HL Deb 15 March 1976 vol 369 cc3-6

2.44 p.m.


My Lords, I beg leave to ask the Question which stands in my name on the Order Paper.

The Question was as follows:

To ask Her Majesty's Government whether they will take advantage of the opportunity afforded by the impending State visit of the President of Brazil to advise His Excellency of the revulsion felt by many people in Britain at the revelations, by Archbishop Helder Camara and other credible witnesses, of the harassment and torture of opponents of the present Brazilian régime.


My Lords, the purpose of the State visit is to strengthen relations between our two countries, whose common interests are growing in importance. The talks between Her Majesty's Government and the President of Brazil will no doubt cover a wide range of issues.

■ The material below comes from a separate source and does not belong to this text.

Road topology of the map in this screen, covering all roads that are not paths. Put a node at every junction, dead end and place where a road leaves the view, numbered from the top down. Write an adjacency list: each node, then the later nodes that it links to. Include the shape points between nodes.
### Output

However, the precise agenda for the talks has not yet been considered.


My Lords, I thank my noble friend for that Answer, but can he do anything to clear up the actual state of affairs in Brazil, bearing in mind the curious discrepancy between the obviously sincere letter in The Times on Friday from our colleague in another place, Mr. Dalyell, and the very thoroughly researched account in yesterday's Sunday Times which cites the case of Brazil as being "the most completely documented example of institutionalised torture" which the United Nations Commission on Human Rights has ever received?

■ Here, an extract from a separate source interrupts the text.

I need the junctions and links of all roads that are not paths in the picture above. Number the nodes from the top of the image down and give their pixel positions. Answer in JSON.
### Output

My Lords, I shall not comment on the internal affairs of another country except to say that, since President Geisel came to power in March 1974, there has been significant progress by Brazil on the path of democratic reform. This is a very important country in Latin America which enjoys a congressional system and a Press of very high quality which is free to express dissent and criticism. We are confident that closer relations between the two countries, not only in the political and economic fields but also in cultural links, will further encourage this appreciable progress which Brazil has already achieved on the path to democracy.


My Lords, can the Minister of State say whether it would be possible for more encouragement to be given to the inspection of prisons by the International Red Cross Society, which would be far more effective than appealing to the United Nations? If a Head of State refused an inspection, then one would have very good reason for suspecting that all was not well. My experience is that Heads of Government welcome the International Red Cross. Could the noble Lord perhaps do something to encourage this point of view?

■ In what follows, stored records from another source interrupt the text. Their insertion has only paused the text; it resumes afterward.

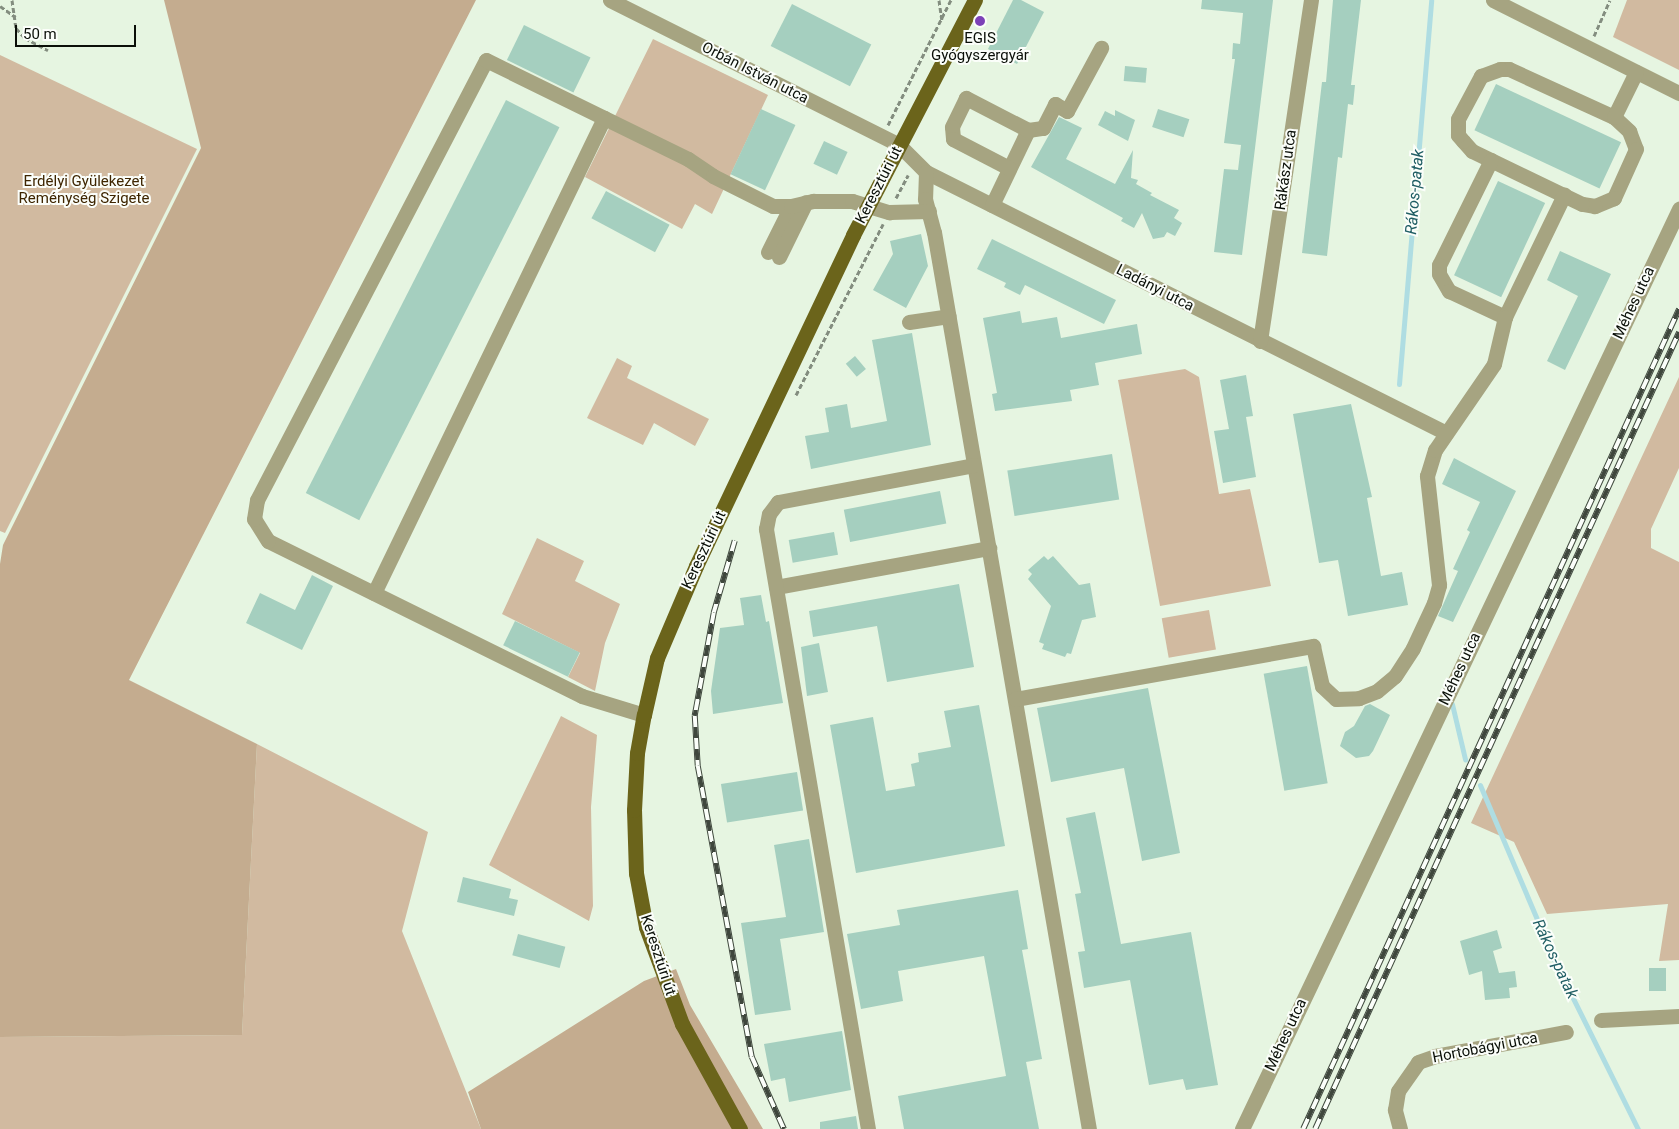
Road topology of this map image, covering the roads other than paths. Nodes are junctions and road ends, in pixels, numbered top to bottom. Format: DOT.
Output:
graph roads {
  1 [pos="610,0"];
  2 [pos="975,0"];
  3 [pos="1311,0"];
  4 [pos="1493,0"];
  5 [pos="1101,48"];
  6 [pos="1636,72"];
  7 [pos="1679,93"];
  8 [pos="604,118"];
  9 [pos="1614,118"];
  10 [pos="1028,130"];
  11 [pos="899,146"];
  12 [pos="1491,160"];
  13 [pos="921,167"];
  14 [pos="1009,168"];
  15 [pos="1564,195"];
  16 [pos="799,204"];
  17 [pos="992,205"];
  18 [pos="867,208"];
  19 [pos="1679,209"];
  20 [pos="929,211"];
  21 [pos="774,254"];
  22 [pos="949,316"];
  23 [pos="1505,317"];
  24 [pos="909,322"];
  25 [pos="1260,341"];
  26 [pos="1446,433"];
  27 [pos="974,465"];
  28 [pos="989,548"];
  29 [pos="776,586"];
  30 [pos="374,593"];
  31 [pos="1015,699"];
  32 [pos="644,715"];
  33 [pos="1679,1016"];
  34 [pos="1601,1020"];
  35 [pos="1566,1032"];
  36 [pos="740,1129"];
  37 [pos="868,1129"];
  38 [pos="1089,1129"];
  39 [pos="1242,1129"];
  40 [pos="1400,1129"];
  1 -- 11 [label="street, Orbán István utca"];
  2 -- 11 [label="main road, Keresztúri út"];
  3 -- 25 [label="street, Rákász utca"];
  4 -- 6 [label="street"];
  5 -- 10 [label="street"];
  6 -- 7 [label="street"];
  6 -- 9 [label="street"];
  8 -- 16 [label="street"];
  8 -- 30 [label="street"];
  8 -- 30 [label="street"];
  9 -- 12 [label="street"];
  9 -- 15 [label="street"];
  10 -- 14 [label="street"];
  10 -- 14 [label="street"];
  11 -- 13 [label="street, Ladányi utca"];
  11 -- 18 [label="main road, Keresztúri út"];
  12 -- 15 [label="street"];
  12 -- 23 [label="street"];
  13 -- 17 [label="street, Ladányi utca"];
  13 -- 20 [label="street"];
  14 -- 17 [label="street"];
  15 -- 23 [label="street"];
  16 -- 18 [label="street"];
  16 -- 21 [label="street"];
  17 -- 25 [label="street, Ladányi utca"];
  18 -- 20 [label="street"];
  18 -- 32 [label="main road, Keresztúri út"];
  19 -- 39 [label="street, Méhes utca"];
  20 -- 22 [label="street"];
  22 -- 24 [label="street"];
  22 -- 27 [label="street"];
  23 -- 26 [label="street"];
  25 -- 26 [label="street, Ladányi utca"];
  26 -- 31 [label="street"];
  27 -- 28 [label="street"];
  27 -- 29 [label="street"];
  28 -- 29 [label="street"];
  28 -- 31 [label="street"];
  29 -- 37 [label="street"];
  30 -- 32 [label="street"];
  31 -- 38 [label="street"];
  32 -- 36 [label="main road, Keresztúri út"];
  33 -- 34 [label="street"];
  35 -- 40 [label="street, Hortobágyi utca"];
}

My Lords, I will certainly look into that suggestion. As the noble Baroness knows, the British Government's view of the repression of human rights, wherever that occurs, is very well known and repeatedly stated to the countries concerned, with no exception. As to the utility of the International Red Cross, I suggest that this is usually in association with, and at the prompting of, the United Nations. We have been in the lead both in suggesting that the International Red Cross should visit such countries and in pressing such countries to receive that organisation.


My Lords, would the noble Lord agree with the Sunday Times article, to which the noble Lord, Lord Bradwell, referred, that we have a flagrant example of international hypocrisy in that the community of nations in the United Nations is prepared to condemn repression and torture when it occurs in South Africa and Chile, but nowhere else in the world? Does the noble Lord believe at least we have an opportunity in the forthcoming visit of President Geisel, whatever the people of this country may think of it, to make absolutely clear to him that we view with repugnance the use of torture as an instrument of policy in that country, as has been so well documented not only by the Amnesty International Report, but also in the evidence given to the Congressional sub-committee under Congressman Fraser? May I ask the noble Lord whether he has studied that evidence, and whether any further investigations have been made by the British Government to verify the allegation of Amnesty International and the Congressional Sub-committee?


My Lords, that is a very long and comprehensive supplementary question. However, I can assure the noble Lord that this matter is very carefully under consideration by Her Majesty's Government and that we do, I say again, repeatedly make our views about the repression of human rights known to any country which is deemed, or known, to be practising such measures. The case of Brazil is very different from that of Chile, and in many respects is different from that of South Africa. It is a most important country which is gradually treading the path towards democratic freedoms as we know them. Therefore, I believe that to reciprocate the very successful State visit by our Queen to Brazil in 1968 with a welcome to the present President of Brazil this year will help, rather than hinder, the causes which noble Lords have advanced today.


My Lords, in view of his very encouraging replies, will my noble friend say that there are now no political opponents, no journalists, no priests in prison in Brazil for opposing the régime?


My Lords, I could not give such a blanket assurance about Brazil, nor about quite a number of other countries in which the noble Lord and I would be interested.